Kim JS, Eom JI, Cheong JW, Choi AJ, Lee JK, Yang WI, Min YH
Source: Clin Cancer Res
Publication Date: (2007)
Issue: 13(3): 1019-28
Research Area:
Cancer Research/Cell Biology
Cells used in publication:
Species: human
Tissue Origin: blood
Nucleofector® I/II/2b
Introduction: Protein kinase CK2 is implicated in cellular proliferation and transformation. However, the clinical and biological significances of CK2 have not been elucidated in acute myeloid leukemia (AML). EXPERIMENTAL DESIGN: We evaluated the biological significances of catalytic subunit of CK2 (CK2alpha) expression in leukemia cell lines and primary leukemic blasts obtained from AML patients. RESULTS: In this study, the expression of CK2alpha was elevated in a substantial proportion of AML. In AML patients with normal karyotype, the disease-free survival and overall survival rates were significantly lower in the CK2alpha-high compared with the CK2alpha-low AML cases (P = 0.0252 and P = 0.0392, respectively).

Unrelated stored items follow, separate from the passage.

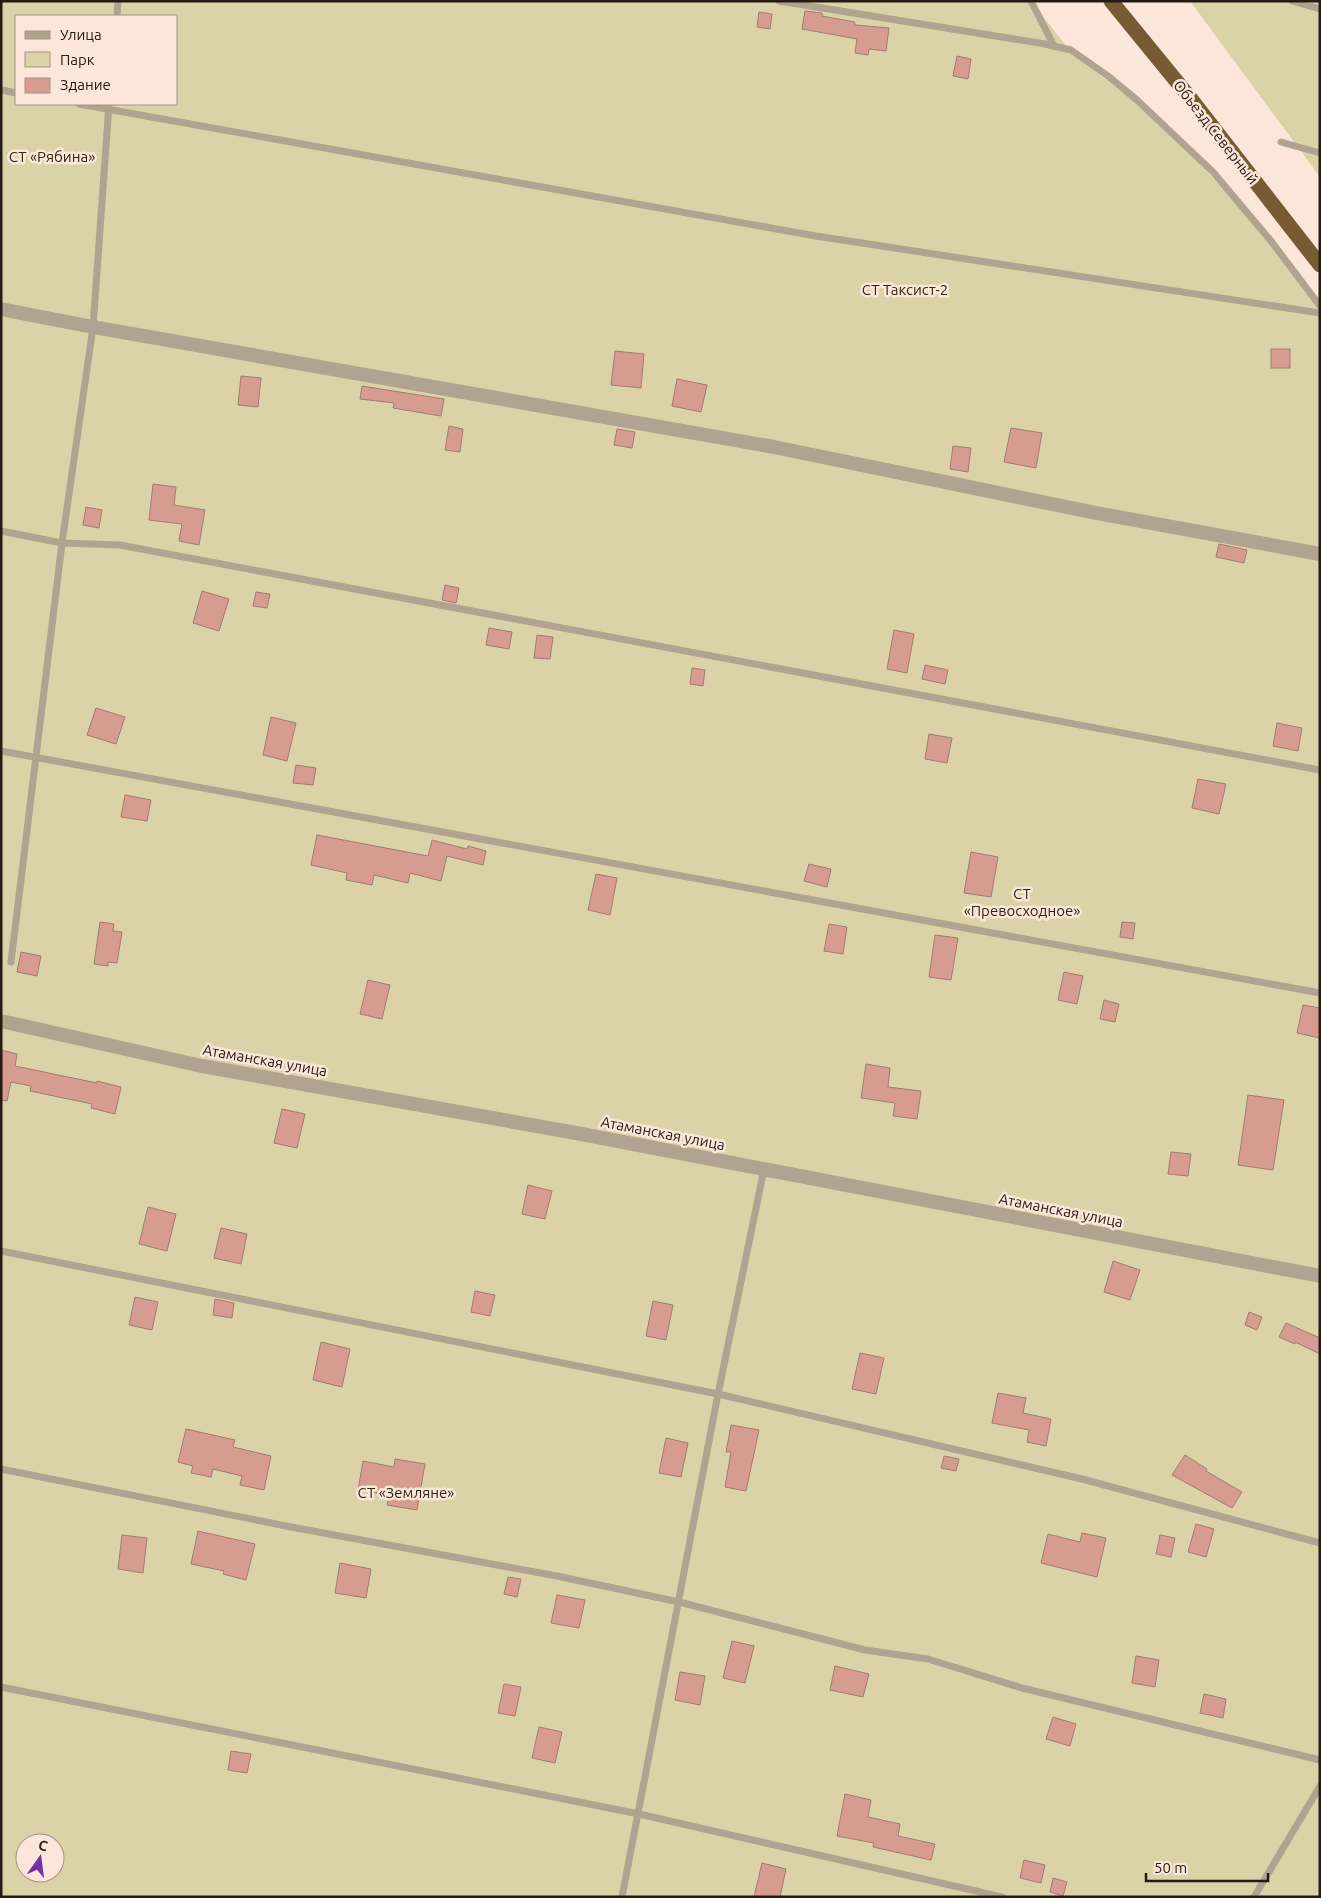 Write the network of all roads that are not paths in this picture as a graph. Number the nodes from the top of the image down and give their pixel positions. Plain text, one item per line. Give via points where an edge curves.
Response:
1 (118, 1) edge
2 (779, 1) edge
3 (1031, 1) edge
4 (1111, 1) edge
5 (1292, 1) edge
6 (1320, 9) edge
7 (117, 15) edge
8 (1054, 46) junction
9 (1, 90) edge
10 (15, 93) edge
11 (94, 105) edge
12 (109, 106) edge
13 (1281, 142) dead end
14 (1320, 153) edge
15 (1320, 265) edge
16 (1320, 306) edge
17 (1, 309) edge
18 (1320, 313) edge
19 (93, 326) junction
20 (1, 531) edge
21 (62, 543) junction
22 (1320, 554) edge
23 (1, 751) edge
24 (36, 758) junction
25 (1320, 770) edge
26 (11, 962) dead end
27 (1320, 993) edge
28 (1, 1021) edge
29 (764, 1169) junction
30 (1, 1251) edge
31 (1320, 1276) edge
32 (718, 1394) junction
33 (1, 1469) edge
34 (1320, 1543) edge
35 (679, 1602) junction
36 (1, 1687) edge
37 (1320, 1760) edge
38 (1320, 1786) edge
39 (639, 1814) junction
40 (622, 1897) edge
41 (1002, 1897) edge
42 (1254, 1897) edge

1 - 7 lane
2 - 8 lane
3 - 8 lane
4 - 15 highway, Обьезд Северный via 1192,99
5 - 6 lane
8 - 16 lane via 1071,50 1108,76 1213,172
9 - 10 lane
11 - 12 lane
12 - 18 lane via 816,236
12 - 19 lane
13 - 14 lane
17 - 19 street
19 - 21 lane
19 - 22 street via 774,447 1096,513
20 - 21 lane
21 - 24 lane
21 - 25 lane via 120,545
23 - 24 lane
24 - 26 lane
24 - 27 lane
28 - 29 street, Атаманская улица via 202,1066
29 - 31 street, Атаманская улица
29 - 32 lane
30 - 32 lane
32 - 34 lane via 1082,1479
32 - 35 lane
33 - 35 lane
35 - 37 lane via 865,1650 928,1659 1022,1688
35 - 39 lane
36 - 39 lane
38 - 42 lane
39 - 40 lane
39 - 41 lane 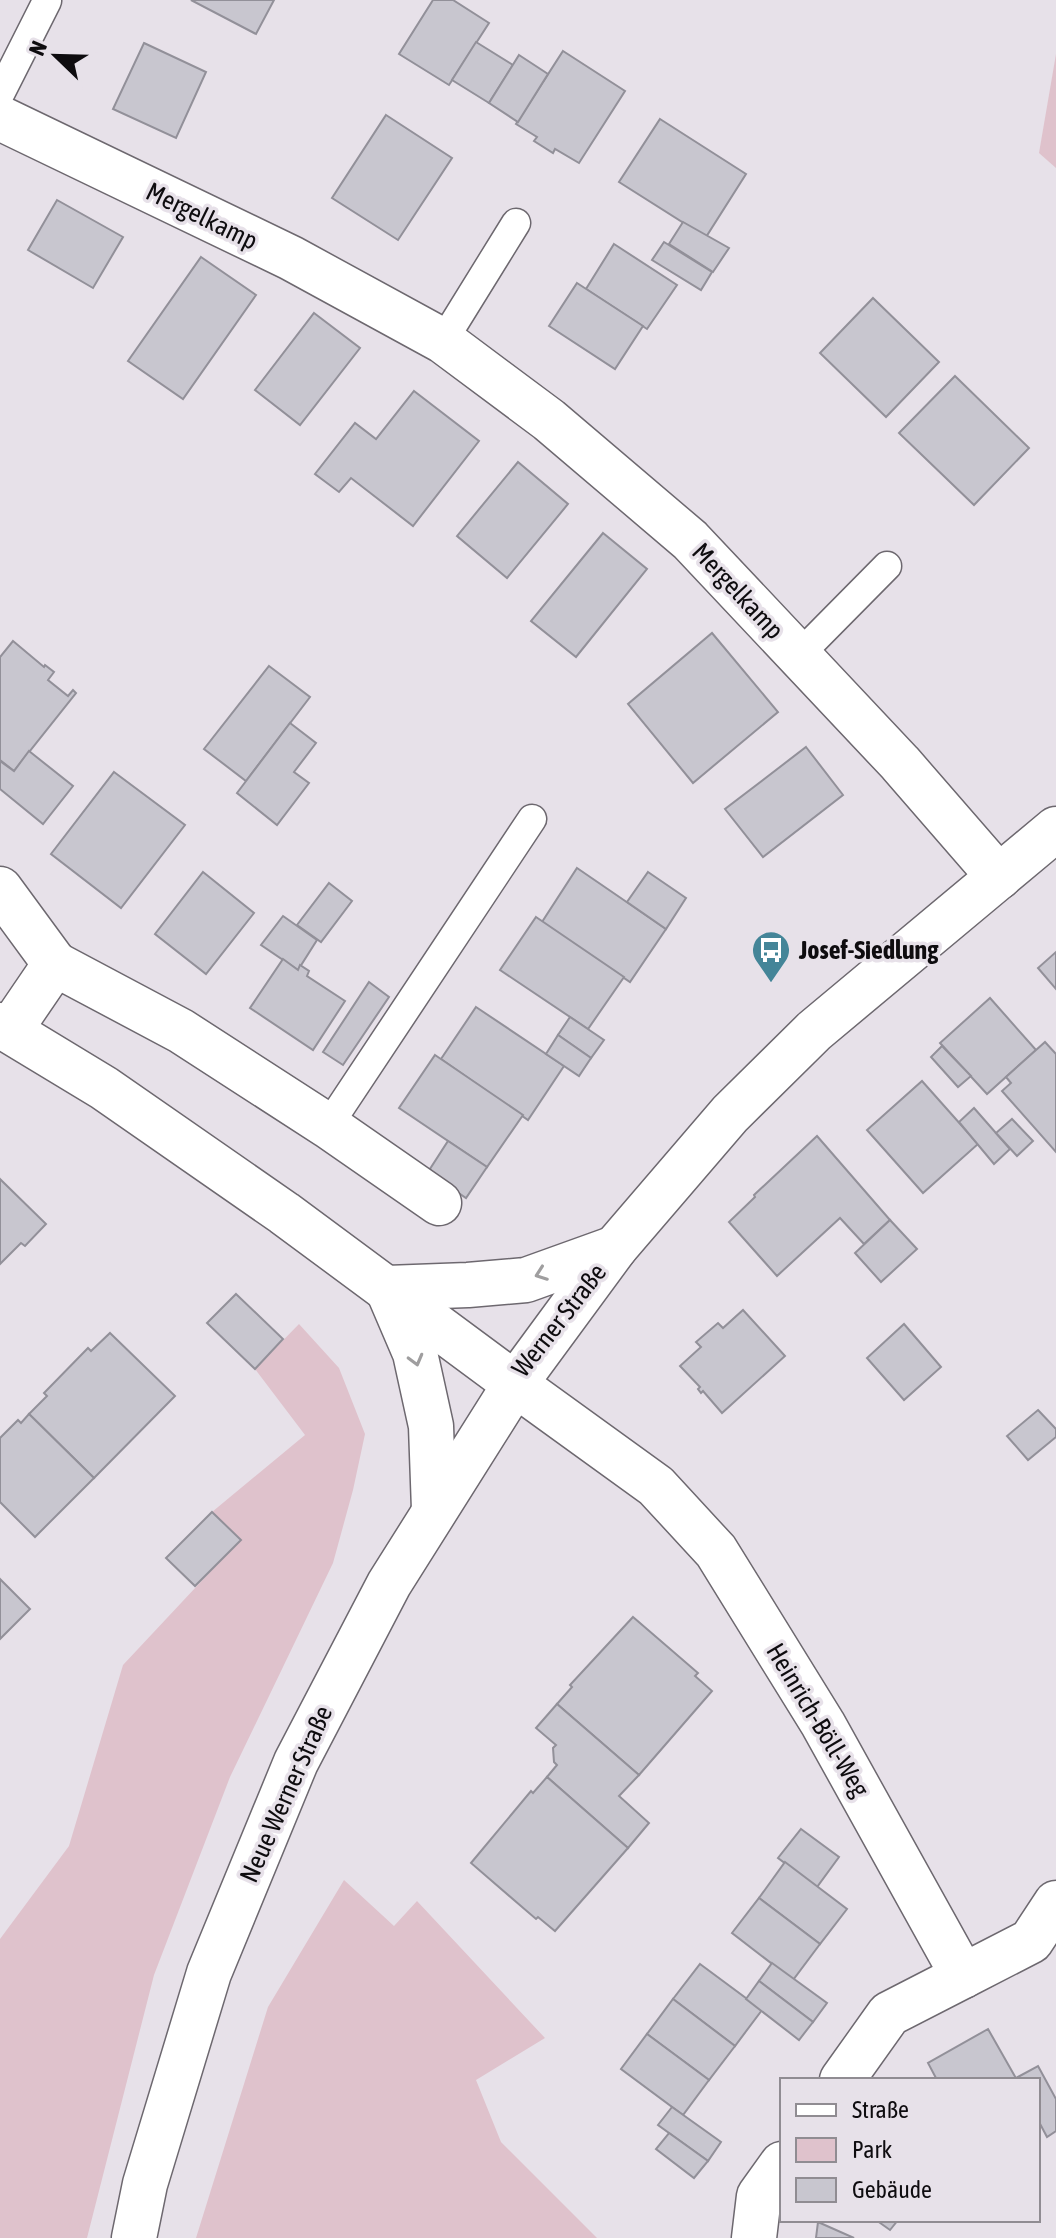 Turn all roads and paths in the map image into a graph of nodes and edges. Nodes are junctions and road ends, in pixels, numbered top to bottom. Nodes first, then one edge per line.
1 (47, 1) edge
2 (0, 94) edge
3 (0, 118) edge
4 (516, 223) dead end
5 (443, 341) junction
6 (887, 566) dead end
7 (799, 655) junction
8 (532, 819) dead end
9 (1056, 829) edge
10 (999, 877) junction
11 (0, 889) edge
12 (55, 964) junction
13 (5, 1028) edge
14 (328, 1126) junction
15 (439, 1203) dead end
16 (615, 1248) junction
17 (387, 1288) junction
18 (515, 1384) junction
19 (434, 1510) junction
20 (1056, 1903) edge
21 (963, 1976) junction
22 (843, 2078) edge
23 (780, 2167) edge
24 (134, 2238) edge
25 (754, 2238) edge

1 - 2 lane
3 - 5 street, Mergelkamp
4 - 5 lane
5 - 7 street, Mergelkamp
6 - 7 lane
7 - 10 street, Mergelkamp
8 - 14 lane
9 - 10 street, Werner Straße
10 - 16 street, Werner Straße
11 - 12 street
12 - 13 street
12 - 14 street
13 - 17 street, Werner Straße
14 - 15 street
16 -> 17 street
16 - 18 street, Werner Straße
17 - 18 street, Werner Straße
17 -> 19 street
18 - 19 street, Neue Werner Straße
18 - 21 street, Heinrich-Böll-Weg
19 - 24 street, Neue Werner Straße
20 - 21 street
21 - 22 street
23 - 25 street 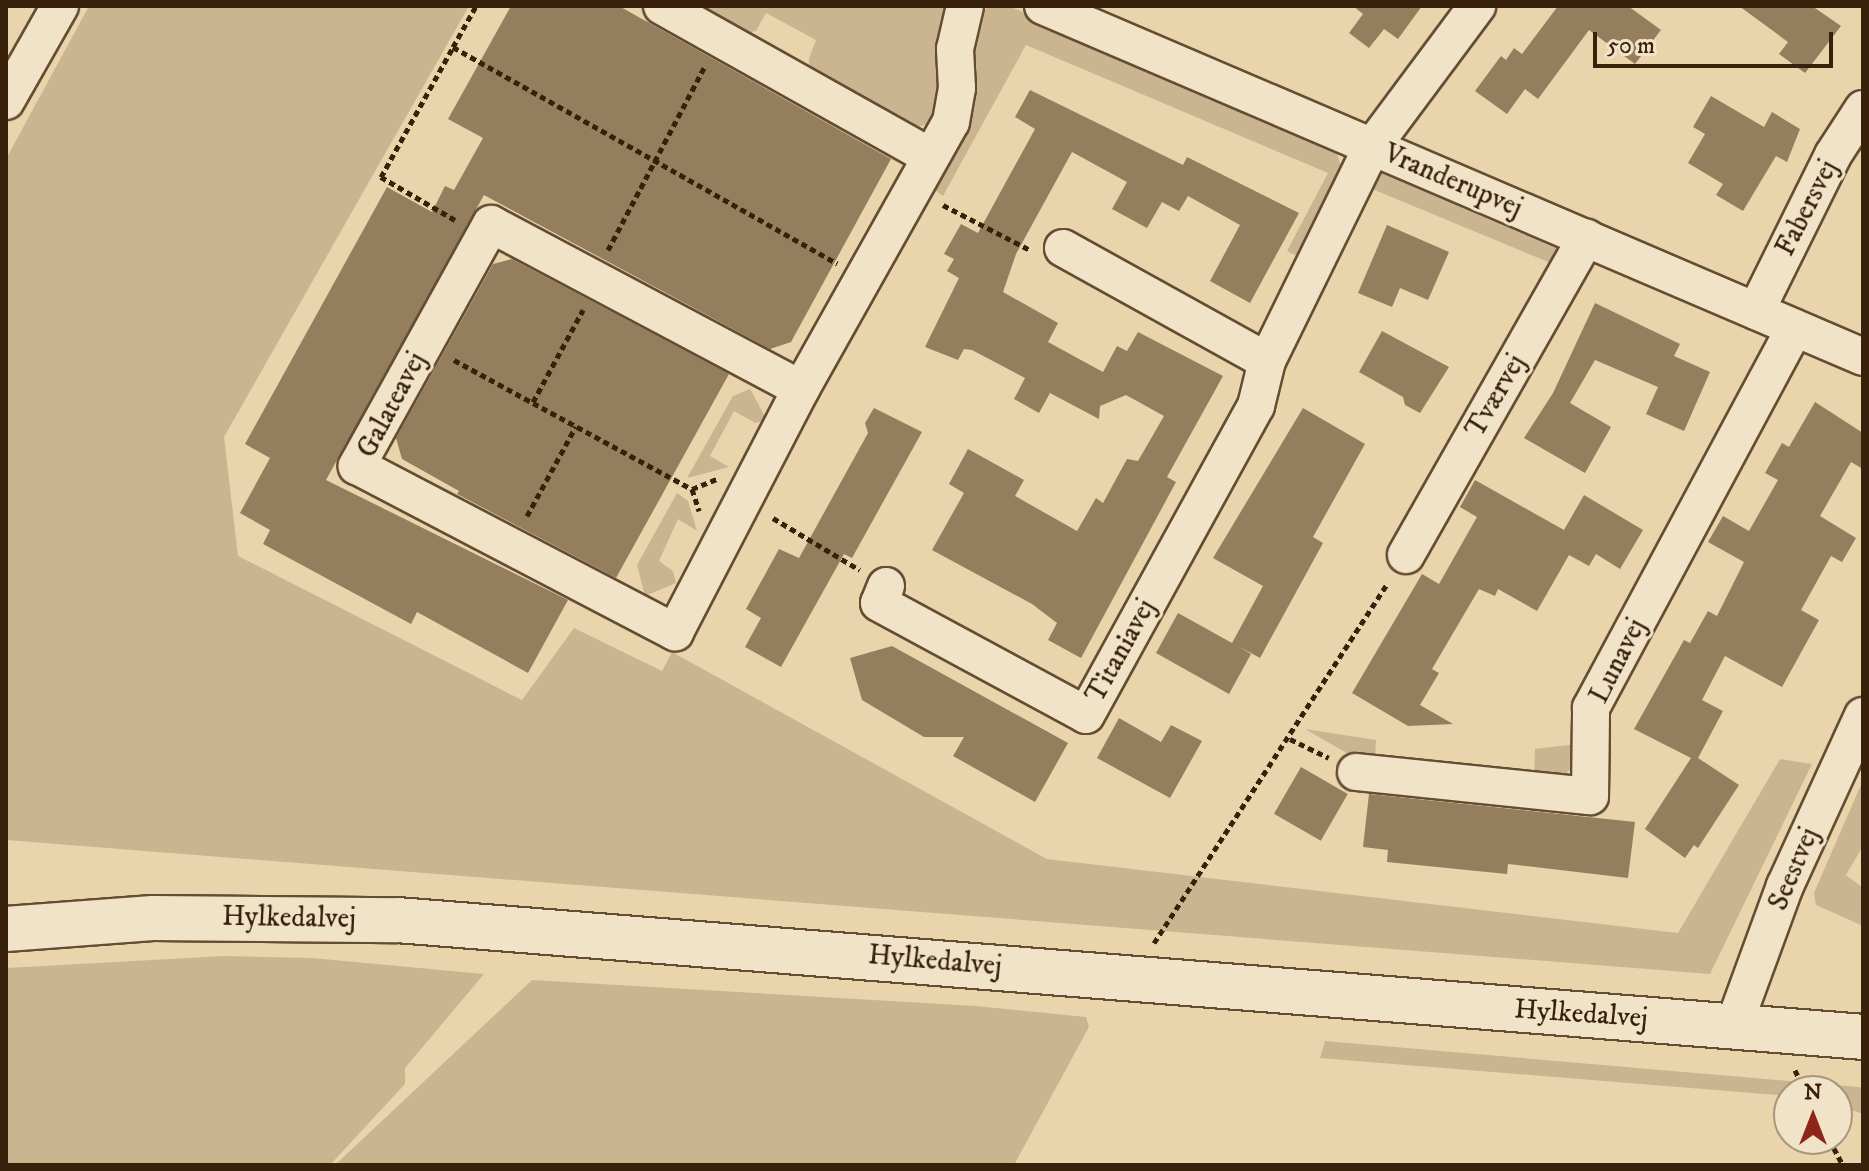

An induced overexpression of CK2alpha increased the levels of Ser(473) phosphorylated (p)-Akt/protein kinase B (PKB), p-PDK1, pFKHR, p-BAD, Bcl-2, Bcl-xL, Mcl-1, and XIAP. Treatment of U937 cell line and primary AML blasts with selective CK2 inhibitor, tetrabromobenzotriazole or apigenin, reduced the levels of these molecules in a dose-dependent manner. CK2alpha small interfering RNA treatment also resulted in a down-regulation of p-Akt/PKB and Bcl-2 in U937 cells. Apigenin-induced cell death was preferentially observed in the CK2alpha-high leukemia cell lines, HL-60 and NB4, which was accompanied by cytoplasmic release of SMAC/DIABLO and proteolytic cleavage of procaspase-9, procaspase-3, procaspase-8, and poly(ADP)ribose polymerase. An induced overexpression of CK2alpha potentially enhanced the sensitivity of U937 cells to the apigenin-induced cell death. Apigenin-induced cell death was significantly higher in CK2alpha-high AML compared with CK2alpha-low AML (P < 0.0001) or normal bone marrow samples (P < 0.0001). CONCLUSION: These findings strongly suggest protein kinase CK2alpha as an unfavorable prognostic marker and novel therapeutic target in AML.